---------- Listed entries ----------

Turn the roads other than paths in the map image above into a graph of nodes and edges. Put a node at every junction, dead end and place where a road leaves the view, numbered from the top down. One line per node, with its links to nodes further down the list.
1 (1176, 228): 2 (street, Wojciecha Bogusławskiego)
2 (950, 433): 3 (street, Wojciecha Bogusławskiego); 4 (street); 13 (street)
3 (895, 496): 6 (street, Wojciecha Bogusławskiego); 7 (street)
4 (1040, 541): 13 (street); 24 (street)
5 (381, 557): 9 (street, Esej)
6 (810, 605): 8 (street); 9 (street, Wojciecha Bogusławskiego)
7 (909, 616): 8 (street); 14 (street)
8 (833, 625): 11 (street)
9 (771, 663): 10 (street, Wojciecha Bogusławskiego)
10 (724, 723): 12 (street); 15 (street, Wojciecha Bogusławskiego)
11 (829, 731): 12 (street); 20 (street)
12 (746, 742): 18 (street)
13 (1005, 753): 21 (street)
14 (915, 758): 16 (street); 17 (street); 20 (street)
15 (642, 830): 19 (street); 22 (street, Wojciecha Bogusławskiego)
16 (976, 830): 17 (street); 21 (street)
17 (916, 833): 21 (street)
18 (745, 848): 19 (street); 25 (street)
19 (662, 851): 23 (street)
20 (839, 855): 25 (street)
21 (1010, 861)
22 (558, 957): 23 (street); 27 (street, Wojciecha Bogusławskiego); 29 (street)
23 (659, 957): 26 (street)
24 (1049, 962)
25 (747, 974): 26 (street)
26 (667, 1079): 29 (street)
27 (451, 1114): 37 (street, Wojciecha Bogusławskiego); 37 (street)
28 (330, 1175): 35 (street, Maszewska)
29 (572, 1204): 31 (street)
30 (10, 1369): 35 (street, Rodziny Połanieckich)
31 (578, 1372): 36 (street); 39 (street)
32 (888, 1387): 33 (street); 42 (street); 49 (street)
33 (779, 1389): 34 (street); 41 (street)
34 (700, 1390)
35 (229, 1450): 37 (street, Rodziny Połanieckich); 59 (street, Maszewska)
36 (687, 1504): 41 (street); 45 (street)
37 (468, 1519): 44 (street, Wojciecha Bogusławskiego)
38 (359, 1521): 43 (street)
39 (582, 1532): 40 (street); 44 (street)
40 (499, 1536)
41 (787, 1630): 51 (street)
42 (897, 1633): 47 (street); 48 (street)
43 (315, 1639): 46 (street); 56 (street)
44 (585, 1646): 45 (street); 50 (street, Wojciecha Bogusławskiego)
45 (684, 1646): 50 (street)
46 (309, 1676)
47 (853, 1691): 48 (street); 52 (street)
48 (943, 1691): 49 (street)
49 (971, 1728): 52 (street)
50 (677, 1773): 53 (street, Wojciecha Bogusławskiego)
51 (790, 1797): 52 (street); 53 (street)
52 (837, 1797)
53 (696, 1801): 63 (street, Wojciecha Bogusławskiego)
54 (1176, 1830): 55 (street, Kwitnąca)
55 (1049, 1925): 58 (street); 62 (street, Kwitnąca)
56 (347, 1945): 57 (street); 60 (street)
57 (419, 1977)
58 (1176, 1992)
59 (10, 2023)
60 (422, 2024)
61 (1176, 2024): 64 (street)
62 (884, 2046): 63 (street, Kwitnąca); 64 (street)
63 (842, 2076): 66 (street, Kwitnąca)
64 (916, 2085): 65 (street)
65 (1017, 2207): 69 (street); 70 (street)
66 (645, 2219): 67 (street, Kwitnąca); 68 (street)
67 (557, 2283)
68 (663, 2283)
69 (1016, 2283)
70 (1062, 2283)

----------

◆ What you should do
Find the word "Maszewska" in the entries above. Copy every line that has it.

◆ Answer to the exercise
28 (330, 1175): 35 (street, Maszewska)
35 (229, 1450): 37 (street, Rodziny Połanieckich); 59 (street, Maszewska)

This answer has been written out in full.